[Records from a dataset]
:::

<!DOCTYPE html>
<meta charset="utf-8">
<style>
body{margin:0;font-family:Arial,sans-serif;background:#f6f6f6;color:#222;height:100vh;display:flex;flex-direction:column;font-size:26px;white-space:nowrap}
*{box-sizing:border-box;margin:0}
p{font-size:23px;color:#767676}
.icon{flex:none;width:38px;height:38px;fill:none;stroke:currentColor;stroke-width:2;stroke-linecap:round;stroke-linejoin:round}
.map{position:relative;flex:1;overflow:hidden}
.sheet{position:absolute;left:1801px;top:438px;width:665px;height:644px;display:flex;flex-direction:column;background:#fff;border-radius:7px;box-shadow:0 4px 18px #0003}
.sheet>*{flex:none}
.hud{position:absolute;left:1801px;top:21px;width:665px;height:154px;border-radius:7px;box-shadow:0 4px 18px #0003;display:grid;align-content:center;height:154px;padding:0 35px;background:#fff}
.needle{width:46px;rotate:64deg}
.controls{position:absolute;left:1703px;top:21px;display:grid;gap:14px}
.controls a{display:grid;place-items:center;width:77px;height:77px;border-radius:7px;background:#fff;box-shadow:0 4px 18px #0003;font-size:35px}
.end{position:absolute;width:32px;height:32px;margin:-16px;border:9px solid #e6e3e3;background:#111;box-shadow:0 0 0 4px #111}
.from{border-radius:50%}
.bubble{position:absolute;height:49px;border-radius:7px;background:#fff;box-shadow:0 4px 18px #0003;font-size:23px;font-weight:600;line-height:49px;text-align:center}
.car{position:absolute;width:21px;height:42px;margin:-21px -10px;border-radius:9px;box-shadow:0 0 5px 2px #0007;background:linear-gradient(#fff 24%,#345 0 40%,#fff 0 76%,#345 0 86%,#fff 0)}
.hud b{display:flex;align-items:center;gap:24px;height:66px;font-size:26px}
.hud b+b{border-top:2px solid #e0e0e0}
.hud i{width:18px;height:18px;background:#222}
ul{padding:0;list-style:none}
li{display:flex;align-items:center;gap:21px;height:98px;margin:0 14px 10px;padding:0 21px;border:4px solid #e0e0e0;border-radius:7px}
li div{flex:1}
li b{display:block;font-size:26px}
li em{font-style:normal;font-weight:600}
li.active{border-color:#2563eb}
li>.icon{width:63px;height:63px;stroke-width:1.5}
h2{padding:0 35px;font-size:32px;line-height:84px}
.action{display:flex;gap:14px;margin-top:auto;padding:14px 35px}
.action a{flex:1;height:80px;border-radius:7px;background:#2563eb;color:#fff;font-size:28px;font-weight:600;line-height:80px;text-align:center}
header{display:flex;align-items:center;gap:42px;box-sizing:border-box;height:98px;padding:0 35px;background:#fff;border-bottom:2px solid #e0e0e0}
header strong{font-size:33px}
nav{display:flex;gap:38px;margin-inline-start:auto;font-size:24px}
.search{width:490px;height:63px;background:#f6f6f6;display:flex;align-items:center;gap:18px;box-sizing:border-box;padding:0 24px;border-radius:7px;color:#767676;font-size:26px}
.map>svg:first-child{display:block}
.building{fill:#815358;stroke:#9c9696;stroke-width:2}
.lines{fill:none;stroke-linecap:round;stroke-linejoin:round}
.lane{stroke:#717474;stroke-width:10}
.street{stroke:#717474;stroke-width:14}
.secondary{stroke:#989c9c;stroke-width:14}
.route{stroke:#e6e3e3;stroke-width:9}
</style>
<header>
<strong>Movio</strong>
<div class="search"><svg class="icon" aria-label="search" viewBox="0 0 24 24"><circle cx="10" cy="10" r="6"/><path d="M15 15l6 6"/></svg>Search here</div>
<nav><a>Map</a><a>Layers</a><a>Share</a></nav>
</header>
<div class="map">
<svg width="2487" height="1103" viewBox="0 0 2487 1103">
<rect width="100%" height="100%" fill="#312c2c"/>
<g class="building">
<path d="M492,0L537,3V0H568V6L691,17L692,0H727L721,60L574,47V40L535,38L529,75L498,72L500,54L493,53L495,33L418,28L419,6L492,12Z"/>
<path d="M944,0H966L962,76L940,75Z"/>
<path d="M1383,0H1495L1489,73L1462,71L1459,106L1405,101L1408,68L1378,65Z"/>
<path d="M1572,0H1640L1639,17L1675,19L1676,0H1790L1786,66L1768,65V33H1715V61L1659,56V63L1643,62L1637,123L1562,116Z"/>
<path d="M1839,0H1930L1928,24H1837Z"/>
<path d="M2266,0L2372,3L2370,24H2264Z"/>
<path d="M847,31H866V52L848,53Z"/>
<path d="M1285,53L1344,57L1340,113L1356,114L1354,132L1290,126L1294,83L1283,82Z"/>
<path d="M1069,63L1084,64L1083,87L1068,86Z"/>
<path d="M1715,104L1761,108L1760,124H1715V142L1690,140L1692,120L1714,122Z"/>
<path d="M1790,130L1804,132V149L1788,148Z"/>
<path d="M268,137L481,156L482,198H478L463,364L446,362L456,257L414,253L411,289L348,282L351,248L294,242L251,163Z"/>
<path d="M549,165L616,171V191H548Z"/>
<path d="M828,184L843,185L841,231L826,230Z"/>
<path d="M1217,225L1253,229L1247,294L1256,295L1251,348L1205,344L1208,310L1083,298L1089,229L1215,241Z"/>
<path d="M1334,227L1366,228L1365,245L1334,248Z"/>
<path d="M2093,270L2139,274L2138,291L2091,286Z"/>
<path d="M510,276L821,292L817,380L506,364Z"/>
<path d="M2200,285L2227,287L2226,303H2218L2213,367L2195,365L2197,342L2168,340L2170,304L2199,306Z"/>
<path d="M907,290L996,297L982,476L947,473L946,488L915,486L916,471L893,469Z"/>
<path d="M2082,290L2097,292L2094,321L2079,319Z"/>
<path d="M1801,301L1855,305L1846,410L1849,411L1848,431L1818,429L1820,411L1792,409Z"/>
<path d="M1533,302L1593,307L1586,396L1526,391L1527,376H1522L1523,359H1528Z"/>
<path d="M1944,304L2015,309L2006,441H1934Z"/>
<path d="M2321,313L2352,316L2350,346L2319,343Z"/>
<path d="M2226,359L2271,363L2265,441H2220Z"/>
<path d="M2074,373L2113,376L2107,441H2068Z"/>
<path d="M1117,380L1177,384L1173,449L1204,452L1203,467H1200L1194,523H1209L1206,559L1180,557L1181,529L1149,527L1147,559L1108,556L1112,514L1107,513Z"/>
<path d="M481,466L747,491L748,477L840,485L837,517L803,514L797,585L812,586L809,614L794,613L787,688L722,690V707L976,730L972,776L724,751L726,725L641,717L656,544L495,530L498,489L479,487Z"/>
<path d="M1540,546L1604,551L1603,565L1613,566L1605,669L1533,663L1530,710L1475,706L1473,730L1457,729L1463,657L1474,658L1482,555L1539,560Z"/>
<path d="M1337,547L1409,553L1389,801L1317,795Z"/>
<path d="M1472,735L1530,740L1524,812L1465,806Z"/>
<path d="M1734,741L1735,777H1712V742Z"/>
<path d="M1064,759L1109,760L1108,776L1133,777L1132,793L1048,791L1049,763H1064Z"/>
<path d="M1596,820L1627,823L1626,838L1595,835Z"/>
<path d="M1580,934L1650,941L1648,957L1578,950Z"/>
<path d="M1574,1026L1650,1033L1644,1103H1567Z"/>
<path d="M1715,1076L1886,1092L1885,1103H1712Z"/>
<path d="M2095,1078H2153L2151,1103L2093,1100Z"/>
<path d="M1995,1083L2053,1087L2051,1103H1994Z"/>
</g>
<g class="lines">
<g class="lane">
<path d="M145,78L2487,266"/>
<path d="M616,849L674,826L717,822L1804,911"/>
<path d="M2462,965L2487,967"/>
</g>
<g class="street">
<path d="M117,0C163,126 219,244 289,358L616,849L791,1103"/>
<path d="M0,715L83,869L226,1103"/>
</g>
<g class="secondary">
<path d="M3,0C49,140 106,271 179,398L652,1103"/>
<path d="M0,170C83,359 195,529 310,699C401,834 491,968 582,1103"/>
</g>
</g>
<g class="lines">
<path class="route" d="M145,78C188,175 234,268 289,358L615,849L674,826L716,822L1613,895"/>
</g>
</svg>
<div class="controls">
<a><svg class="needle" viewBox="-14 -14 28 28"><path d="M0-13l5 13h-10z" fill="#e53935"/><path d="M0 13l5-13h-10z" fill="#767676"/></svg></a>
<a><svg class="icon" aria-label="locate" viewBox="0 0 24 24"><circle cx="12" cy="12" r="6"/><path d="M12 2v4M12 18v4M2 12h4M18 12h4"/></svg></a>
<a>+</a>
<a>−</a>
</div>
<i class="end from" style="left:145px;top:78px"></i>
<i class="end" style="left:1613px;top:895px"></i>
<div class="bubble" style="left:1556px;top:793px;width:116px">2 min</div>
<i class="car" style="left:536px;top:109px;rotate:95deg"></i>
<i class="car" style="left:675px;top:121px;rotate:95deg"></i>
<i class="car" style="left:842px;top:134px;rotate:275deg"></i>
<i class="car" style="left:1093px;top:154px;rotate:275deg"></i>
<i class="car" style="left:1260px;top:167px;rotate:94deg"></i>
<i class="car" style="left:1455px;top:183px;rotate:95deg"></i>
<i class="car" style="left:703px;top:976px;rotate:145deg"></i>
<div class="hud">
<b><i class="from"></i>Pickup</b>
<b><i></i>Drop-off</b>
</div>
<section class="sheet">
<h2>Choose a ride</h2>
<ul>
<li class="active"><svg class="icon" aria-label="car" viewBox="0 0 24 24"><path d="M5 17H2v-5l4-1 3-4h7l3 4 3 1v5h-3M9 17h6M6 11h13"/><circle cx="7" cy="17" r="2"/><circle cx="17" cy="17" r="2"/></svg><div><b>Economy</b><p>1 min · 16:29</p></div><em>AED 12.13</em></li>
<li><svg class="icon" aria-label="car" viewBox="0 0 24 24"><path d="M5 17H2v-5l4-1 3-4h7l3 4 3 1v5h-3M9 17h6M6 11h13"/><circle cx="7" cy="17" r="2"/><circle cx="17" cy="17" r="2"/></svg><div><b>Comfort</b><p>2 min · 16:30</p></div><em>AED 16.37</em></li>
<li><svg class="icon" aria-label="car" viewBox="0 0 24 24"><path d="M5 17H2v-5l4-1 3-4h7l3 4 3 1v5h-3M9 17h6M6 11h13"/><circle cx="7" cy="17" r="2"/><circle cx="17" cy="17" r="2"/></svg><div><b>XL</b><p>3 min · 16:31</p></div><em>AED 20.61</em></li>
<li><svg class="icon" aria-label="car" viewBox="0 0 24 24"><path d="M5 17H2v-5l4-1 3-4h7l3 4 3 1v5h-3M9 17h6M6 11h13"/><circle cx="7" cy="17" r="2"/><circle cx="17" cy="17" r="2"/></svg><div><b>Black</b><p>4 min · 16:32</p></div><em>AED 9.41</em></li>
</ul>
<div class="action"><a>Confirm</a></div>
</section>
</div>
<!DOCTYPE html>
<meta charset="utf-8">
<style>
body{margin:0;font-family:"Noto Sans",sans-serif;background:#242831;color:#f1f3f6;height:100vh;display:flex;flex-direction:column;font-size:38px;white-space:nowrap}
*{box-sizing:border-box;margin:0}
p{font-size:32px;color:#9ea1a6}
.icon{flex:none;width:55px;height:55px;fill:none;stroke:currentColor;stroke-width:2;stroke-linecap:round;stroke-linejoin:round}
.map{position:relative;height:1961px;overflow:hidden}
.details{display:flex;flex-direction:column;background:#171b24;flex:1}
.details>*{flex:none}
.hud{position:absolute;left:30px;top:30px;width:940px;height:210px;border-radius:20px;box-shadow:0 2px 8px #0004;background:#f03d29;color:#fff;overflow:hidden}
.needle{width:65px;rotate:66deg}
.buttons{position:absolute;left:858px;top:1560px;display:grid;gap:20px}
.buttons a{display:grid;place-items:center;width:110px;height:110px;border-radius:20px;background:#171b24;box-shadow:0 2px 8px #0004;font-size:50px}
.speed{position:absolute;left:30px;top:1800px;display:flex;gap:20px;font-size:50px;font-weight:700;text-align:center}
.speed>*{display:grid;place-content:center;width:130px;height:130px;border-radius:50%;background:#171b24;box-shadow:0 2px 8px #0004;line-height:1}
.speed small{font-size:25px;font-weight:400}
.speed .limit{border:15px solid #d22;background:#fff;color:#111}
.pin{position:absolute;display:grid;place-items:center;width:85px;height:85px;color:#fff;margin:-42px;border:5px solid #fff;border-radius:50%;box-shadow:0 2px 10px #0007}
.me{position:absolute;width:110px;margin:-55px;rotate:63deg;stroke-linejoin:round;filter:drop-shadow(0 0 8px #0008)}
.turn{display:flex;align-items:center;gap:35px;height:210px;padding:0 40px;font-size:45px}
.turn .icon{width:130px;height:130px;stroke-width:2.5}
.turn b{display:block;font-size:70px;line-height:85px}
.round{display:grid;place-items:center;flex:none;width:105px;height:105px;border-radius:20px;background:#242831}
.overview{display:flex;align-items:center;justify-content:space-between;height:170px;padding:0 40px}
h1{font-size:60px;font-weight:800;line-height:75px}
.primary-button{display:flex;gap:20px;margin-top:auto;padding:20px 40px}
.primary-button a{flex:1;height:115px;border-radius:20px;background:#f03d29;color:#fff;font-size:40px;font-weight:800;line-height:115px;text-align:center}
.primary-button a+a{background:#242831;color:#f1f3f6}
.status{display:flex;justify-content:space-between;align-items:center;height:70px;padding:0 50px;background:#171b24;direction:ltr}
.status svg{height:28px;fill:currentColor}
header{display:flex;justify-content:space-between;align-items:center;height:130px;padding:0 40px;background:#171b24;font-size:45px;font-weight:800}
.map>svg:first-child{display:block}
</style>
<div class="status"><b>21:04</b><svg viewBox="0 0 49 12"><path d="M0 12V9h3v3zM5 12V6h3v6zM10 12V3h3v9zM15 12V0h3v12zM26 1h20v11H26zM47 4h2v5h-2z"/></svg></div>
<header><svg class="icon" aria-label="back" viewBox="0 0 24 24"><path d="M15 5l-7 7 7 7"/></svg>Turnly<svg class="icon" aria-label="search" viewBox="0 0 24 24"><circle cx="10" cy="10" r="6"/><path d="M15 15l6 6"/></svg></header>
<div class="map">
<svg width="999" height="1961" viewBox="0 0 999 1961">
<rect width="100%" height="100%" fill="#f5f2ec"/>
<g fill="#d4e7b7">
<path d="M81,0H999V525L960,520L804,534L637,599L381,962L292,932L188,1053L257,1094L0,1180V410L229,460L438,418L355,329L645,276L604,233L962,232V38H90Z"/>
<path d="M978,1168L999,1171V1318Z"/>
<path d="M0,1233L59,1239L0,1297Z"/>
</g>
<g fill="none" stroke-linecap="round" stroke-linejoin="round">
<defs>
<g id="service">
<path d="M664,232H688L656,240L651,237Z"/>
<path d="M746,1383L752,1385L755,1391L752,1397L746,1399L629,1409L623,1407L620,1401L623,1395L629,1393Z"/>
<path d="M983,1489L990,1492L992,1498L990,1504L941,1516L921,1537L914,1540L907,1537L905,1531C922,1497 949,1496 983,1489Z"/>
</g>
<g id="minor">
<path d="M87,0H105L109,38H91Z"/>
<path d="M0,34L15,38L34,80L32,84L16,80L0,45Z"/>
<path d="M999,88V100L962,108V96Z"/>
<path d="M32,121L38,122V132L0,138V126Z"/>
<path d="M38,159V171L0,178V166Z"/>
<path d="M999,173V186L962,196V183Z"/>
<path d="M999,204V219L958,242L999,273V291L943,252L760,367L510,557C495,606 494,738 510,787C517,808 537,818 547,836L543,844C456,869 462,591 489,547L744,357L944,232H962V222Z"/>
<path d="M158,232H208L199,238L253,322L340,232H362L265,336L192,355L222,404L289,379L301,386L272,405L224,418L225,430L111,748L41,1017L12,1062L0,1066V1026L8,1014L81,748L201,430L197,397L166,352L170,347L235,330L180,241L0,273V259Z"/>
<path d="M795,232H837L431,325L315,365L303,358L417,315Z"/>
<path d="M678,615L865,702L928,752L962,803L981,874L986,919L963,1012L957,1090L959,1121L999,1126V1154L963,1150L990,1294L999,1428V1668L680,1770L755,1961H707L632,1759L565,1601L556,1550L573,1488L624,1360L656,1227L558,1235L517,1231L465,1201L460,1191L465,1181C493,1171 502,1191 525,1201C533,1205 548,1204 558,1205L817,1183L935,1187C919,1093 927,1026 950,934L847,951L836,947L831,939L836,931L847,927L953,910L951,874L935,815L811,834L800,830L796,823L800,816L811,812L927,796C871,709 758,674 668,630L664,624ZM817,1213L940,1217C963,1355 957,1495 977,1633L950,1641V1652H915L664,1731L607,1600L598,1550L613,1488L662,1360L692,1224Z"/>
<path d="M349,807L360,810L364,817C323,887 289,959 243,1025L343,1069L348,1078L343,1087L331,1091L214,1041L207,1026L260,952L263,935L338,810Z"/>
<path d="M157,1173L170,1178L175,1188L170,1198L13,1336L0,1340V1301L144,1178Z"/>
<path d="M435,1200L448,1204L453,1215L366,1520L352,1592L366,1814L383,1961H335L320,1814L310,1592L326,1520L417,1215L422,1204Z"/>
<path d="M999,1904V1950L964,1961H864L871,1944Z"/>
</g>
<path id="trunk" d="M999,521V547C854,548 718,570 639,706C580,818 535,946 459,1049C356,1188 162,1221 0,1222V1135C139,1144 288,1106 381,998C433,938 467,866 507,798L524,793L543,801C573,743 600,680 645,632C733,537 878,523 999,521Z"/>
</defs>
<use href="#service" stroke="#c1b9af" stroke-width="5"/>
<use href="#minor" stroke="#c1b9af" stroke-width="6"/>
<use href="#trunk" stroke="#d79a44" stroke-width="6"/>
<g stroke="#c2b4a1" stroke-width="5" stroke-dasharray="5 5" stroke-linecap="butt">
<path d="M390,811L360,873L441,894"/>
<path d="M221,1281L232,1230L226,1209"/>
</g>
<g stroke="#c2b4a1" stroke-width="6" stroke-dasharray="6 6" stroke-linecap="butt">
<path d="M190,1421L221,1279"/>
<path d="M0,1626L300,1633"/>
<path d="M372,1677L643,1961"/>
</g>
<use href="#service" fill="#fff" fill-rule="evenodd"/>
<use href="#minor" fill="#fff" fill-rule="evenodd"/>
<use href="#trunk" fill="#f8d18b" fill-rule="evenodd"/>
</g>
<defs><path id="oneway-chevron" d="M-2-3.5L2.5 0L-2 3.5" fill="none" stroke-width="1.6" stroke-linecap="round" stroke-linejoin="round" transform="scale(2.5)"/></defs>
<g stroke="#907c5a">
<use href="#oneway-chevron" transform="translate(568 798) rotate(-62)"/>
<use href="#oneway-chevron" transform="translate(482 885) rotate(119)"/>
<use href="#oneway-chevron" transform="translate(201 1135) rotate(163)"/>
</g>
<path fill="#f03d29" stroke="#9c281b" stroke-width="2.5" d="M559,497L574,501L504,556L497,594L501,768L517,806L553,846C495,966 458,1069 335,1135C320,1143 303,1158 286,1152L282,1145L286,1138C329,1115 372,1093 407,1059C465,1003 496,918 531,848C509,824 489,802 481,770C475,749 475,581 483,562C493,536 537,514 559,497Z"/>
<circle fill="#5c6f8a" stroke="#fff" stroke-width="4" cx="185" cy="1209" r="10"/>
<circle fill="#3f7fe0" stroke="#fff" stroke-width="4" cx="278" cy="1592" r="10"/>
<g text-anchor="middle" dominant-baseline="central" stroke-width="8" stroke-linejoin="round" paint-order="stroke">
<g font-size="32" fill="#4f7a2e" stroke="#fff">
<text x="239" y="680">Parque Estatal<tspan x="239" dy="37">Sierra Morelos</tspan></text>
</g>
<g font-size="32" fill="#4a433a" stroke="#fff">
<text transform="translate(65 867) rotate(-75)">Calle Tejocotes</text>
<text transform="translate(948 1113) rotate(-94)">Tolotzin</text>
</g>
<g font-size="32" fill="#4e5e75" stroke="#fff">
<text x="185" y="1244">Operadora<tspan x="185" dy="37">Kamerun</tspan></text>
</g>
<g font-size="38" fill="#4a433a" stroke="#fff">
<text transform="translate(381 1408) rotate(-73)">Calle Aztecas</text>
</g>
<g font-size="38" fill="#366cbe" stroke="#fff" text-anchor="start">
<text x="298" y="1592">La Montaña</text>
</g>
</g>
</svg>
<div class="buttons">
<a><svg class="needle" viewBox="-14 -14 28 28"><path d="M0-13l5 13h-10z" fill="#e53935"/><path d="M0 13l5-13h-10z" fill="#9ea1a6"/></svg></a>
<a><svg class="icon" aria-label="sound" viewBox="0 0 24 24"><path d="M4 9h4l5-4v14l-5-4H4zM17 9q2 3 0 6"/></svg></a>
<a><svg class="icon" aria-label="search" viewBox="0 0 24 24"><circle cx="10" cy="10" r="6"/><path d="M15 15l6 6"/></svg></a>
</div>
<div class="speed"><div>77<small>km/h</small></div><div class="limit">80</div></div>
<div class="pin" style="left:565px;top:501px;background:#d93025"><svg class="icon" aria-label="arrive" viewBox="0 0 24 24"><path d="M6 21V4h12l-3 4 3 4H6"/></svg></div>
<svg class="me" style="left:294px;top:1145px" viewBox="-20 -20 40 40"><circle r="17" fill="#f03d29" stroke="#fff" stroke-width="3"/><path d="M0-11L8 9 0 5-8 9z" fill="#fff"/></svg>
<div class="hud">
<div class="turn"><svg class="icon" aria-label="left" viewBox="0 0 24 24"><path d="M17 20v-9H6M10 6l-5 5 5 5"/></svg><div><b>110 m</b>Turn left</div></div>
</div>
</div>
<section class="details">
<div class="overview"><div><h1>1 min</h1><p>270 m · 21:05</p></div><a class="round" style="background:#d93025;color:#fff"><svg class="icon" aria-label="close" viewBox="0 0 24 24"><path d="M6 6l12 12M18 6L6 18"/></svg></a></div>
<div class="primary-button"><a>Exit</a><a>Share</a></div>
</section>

:::

Problem:
From the records above, print exactly the lines that run from the line with "-10px;border-radius:9px;box-shadow:0 0 5px" to the line with "<strong>Movio</strong>", inclusive.

Result:
.car{position:absolute;width:21px;height:42px;margin:-21px -10px;border-radius:9px;box-shadow:0 0 5px 2px #0007;background:linear-gradient(#fff 24%,#345 0 40%,#fff 0 76%,#345 0 86%,#fff 0)}
.hud b{display:flex;align-items:center;gap:24px;height:66px;font-size:26px}
.hud b+b{border-top:2px solid #e0e0e0}
.hud i{width:18px;height:18px;background:#222}
ul{padding:0;list-style:none}
li{display:flex;align-items:center;gap:21px;height:98px;margin:0 14px 10px;padding:0 21px;border:4px solid #e0e0e0;border-radius:7px}
li div{flex:1}
li b{display:block;font-size:26px}
li em{font-style:normal;font-weight:600}
li.active{border-color:#2563eb}
li>.icon{width:63px;height:63px;stroke-width:1.5}
h2{padding:0 35px;font-size:32px;line-height:84px}
.action{display:flex;gap:14px;margin-top:auto;padding:14px 35px}
.action a{flex:1;height:80px;border-radius:7px;background:#2563eb;color:#fff;font-size:28px;font-weight:600;line-height:80px;text-align:center}
header{display:flex;align-items:center;gap:42px;box-sizing:border-box;height:98px;padding:0 35px;background:#fff;border-bottom:2px solid #e0e0e0}
header strong{font-size:33px}
nav{display:flex;gap:38px;margin-inline-start:auto;font-size:24px}
.search{width:490px;height:63px;background:#f6f6f6;display:flex;align-items:center;gap:18px;box-sizing:border-box;padding:0 24px;border-radius:7px;color:#767676;font-size:26px}
.map>svg:first-child{display:block}
.building{fill:#815358;stroke:#9c9696;stroke-width:2}
.lines{fill:none;stroke-linecap:round;stroke-linejoin:round}
.lane{stroke:#717474;stroke-width:10}
.street{stroke:#717474;stroke-width:14}
.secondary{stroke:#989c9c;stroke-width:14}
.route{stroke:#e6e3e3;stroke-width:9}
</style>
<header>
<strong>Movio</strong>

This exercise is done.